*EXERCISE INSTRUCTIONS*: Only the lines from the one with "Please list the nodes and edges formed by the" through the end of the data are wanted, copied exactly.

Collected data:
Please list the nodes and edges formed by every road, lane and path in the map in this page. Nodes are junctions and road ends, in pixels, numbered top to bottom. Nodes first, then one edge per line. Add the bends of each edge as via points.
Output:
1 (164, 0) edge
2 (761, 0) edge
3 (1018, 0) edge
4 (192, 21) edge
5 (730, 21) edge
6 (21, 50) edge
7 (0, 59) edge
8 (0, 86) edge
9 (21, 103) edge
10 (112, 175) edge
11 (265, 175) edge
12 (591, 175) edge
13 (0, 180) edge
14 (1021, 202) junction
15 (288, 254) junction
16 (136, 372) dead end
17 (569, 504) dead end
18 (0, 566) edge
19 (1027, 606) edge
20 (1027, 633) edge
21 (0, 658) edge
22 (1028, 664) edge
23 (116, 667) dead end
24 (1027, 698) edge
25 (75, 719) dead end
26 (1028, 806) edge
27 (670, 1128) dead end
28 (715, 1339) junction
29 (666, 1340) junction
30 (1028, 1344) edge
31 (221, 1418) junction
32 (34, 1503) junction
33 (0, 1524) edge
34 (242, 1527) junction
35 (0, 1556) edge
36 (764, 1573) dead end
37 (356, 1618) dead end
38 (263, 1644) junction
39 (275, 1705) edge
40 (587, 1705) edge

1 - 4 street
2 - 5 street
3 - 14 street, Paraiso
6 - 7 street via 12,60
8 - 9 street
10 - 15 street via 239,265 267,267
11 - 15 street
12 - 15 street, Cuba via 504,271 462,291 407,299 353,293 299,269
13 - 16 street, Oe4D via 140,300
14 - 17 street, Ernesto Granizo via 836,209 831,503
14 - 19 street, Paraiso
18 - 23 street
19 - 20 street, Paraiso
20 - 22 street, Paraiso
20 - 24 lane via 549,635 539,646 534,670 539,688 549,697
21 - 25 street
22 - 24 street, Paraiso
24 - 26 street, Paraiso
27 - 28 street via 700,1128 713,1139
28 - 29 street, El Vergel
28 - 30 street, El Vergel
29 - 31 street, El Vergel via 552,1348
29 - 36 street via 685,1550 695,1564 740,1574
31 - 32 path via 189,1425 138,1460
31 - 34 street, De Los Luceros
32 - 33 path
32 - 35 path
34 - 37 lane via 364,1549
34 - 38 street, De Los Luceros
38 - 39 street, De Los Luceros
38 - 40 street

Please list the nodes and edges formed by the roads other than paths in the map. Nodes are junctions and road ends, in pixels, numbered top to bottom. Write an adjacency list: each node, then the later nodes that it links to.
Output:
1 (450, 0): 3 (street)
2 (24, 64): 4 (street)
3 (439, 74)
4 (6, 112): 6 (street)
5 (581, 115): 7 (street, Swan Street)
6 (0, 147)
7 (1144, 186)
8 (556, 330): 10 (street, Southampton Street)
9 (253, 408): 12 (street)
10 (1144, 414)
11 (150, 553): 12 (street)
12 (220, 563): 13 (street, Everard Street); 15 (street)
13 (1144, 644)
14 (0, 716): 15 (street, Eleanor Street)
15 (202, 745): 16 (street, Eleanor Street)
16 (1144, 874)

*TASK SOLUTION*:
Please list the nodes and edges formed by the roads other than paths in the map. Nodes are junctions and road ends, in pixels, numbered top to bottom. Write an adjacency list: each node, then the later nodes that it links to.
Output:
1 (450, 0): 3 (street)
2 (24, 64): 4 (street)
3 (439, 74)
4 (6, 112): 6 (street)
5 (581, 115): 7 (street, Swan Street)
6 (0, 147)
7 (1144, 186)
8 (556, 330): 10 (street, Southampton Street)
9 (253, 408): 12 (street)
10 (1144, 414)
11 (150, 553): 12 (street)
12 (220, 563): 13 (street, Everard Street); 15 (street)
13 (1144, 644)
14 (0, 716): 15 (street, Eleanor Street)
15 (202, 745): 16 (street, Eleanor Street)
16 (1144, 874)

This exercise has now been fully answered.